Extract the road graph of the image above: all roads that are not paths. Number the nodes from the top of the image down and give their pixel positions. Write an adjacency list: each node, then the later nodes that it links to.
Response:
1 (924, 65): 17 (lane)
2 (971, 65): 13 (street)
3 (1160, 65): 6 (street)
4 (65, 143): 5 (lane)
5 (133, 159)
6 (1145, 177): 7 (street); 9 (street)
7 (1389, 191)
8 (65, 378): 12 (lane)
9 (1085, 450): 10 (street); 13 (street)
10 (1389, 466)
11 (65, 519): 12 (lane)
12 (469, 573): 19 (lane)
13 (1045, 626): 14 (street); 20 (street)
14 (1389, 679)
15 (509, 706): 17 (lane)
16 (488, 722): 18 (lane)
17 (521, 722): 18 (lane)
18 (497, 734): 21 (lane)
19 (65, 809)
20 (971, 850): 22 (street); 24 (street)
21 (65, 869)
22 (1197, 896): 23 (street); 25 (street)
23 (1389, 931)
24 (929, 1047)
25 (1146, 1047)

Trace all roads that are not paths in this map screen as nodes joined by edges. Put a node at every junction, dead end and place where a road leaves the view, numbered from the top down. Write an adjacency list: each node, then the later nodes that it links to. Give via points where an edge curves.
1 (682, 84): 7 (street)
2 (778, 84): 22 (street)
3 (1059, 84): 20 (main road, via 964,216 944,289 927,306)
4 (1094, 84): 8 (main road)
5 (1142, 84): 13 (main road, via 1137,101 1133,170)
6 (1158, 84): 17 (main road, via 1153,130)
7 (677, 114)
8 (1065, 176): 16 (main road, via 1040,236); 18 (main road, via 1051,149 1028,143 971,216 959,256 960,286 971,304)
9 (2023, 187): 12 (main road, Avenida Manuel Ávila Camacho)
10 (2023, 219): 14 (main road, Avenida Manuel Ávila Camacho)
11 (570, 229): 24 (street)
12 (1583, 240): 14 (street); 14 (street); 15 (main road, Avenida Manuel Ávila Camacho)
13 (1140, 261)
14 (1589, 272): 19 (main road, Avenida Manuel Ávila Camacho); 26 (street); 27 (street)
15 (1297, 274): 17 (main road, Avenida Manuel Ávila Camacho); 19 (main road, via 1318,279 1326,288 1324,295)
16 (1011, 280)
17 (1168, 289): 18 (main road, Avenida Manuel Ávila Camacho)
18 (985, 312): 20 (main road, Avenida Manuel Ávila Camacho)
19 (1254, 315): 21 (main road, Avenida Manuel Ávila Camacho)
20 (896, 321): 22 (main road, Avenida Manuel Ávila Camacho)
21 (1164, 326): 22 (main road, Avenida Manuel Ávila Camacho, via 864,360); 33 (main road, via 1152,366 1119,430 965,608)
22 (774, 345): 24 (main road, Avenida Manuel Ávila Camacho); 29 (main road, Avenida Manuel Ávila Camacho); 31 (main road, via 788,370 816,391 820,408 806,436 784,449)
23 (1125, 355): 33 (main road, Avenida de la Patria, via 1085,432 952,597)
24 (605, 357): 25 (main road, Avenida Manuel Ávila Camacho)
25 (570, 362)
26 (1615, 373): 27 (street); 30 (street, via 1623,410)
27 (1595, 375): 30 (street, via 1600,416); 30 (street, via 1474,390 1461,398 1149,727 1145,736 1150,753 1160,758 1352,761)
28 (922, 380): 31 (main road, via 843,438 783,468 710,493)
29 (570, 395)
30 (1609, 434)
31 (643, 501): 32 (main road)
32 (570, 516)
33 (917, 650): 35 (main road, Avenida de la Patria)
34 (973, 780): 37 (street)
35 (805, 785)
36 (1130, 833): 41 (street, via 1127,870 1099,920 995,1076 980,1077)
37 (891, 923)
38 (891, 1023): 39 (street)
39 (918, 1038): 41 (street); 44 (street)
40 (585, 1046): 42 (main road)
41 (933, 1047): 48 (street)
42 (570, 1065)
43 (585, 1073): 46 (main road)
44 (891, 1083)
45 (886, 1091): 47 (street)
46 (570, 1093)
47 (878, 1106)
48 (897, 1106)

--------------------

Problem details
Please determine how many lines of the records above contain "Patria", and state that number only.

Answer
2